When the alerts are triggered and the alarms go off, panic often ensues. When the alerts and alarms are triggered by a network incident, analysts can have difficulty determining where to start remediation efforts. The data gathered by SecurityCenter CV can be invaluable after an incident in order to determine the source, cause, and scope:
- If the source IP address is known, filtering vulnerability data for that address can provide detailed information about the potential exploitation opportunities, user accounts accessing that host, and connections between that host and others.
- If the incident was the result of an exploited vulnerability, a search for that vulnerability will provide a list of similarly exploitable hosts.
- Additional details about host activity is available from active plugins tracking host information, running processes, and user activity.
- Identifying running and malicious processes can be useful when dealing with anything from user activity to malware infections.
- The data gathered about Autoruns, prefetch files, and startup applications on Windows can help to identify, track, and contain malicious activity.
- Leveraging the known data about an incident to identify the full impact is an especially effective way to contain the issue at hand and prevent recurrence.
- Preconfigured content from the SecurityCenter Feed, such as dashboards and reports, can be useful in visualizing information related to an incident.
Preconfigured dashboards and reports can be added from the SecurityCenter Feed to support threat management and incident response efforts:
- From the Dashboard tab, click the Options menu on the right then choose Add Dashboard to search the Feed for relevant dashboards.
- From the Reports tab under the Reporting menu, click the Add button to bring up the Feed and search also.
- When content is added from the SecurityCenter Feed, the Targets filter in the Focus section can be set so that specific targets will be added automatically as filters. Setting this filter will enable your security team to more efficiently gather information about specific targets when responding to incidents on the network.

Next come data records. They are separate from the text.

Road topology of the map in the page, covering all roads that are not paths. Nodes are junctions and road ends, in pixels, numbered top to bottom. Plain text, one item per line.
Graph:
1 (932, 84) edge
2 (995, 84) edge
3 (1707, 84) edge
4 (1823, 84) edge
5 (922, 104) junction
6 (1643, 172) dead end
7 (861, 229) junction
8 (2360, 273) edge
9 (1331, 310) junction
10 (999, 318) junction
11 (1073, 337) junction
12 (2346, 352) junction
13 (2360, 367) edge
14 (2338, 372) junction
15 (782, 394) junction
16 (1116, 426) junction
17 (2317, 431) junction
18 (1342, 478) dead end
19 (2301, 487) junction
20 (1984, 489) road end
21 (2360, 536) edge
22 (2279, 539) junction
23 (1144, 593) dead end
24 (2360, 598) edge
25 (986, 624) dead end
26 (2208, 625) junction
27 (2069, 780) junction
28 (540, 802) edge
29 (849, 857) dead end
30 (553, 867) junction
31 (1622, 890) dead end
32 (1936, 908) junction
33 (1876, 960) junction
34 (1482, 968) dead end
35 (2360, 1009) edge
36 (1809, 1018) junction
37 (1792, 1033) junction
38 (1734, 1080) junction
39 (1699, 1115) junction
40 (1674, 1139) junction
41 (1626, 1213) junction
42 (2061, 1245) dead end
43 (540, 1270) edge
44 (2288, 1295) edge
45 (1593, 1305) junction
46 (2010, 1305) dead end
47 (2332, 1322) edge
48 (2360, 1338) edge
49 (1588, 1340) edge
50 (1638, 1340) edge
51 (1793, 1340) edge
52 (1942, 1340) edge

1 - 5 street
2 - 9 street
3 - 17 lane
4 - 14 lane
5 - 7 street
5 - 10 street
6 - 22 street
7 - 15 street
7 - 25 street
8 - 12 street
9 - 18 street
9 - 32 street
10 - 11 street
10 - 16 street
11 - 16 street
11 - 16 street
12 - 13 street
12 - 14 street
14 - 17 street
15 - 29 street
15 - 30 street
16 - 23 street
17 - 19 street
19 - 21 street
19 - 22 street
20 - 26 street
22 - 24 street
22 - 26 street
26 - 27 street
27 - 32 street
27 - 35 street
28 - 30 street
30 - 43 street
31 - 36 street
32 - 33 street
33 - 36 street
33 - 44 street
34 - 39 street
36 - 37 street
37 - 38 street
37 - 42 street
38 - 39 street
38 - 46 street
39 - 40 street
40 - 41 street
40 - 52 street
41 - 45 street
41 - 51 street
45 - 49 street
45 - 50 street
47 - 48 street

- For custom content, filters related to plugin families or names can help focus results on areas of concern, while filtering for assets or IP address ranges can focus the content on specific parts of the network.
Next steps
Now that you know more about how to leverage SecurityCenter Continuous View in your threat management and incident response preparation initiatives, you can start applying the knowledge to your own environment. Configure credentialed scans to run regularly, gather data from as many hosts as possible, and investigate incidents when they occur. All of those steps will enable you to take advantage of the integrated capabilities of SecurityCenter CV in order to improve your threat management, vulnerability remediation, and incident response efforts.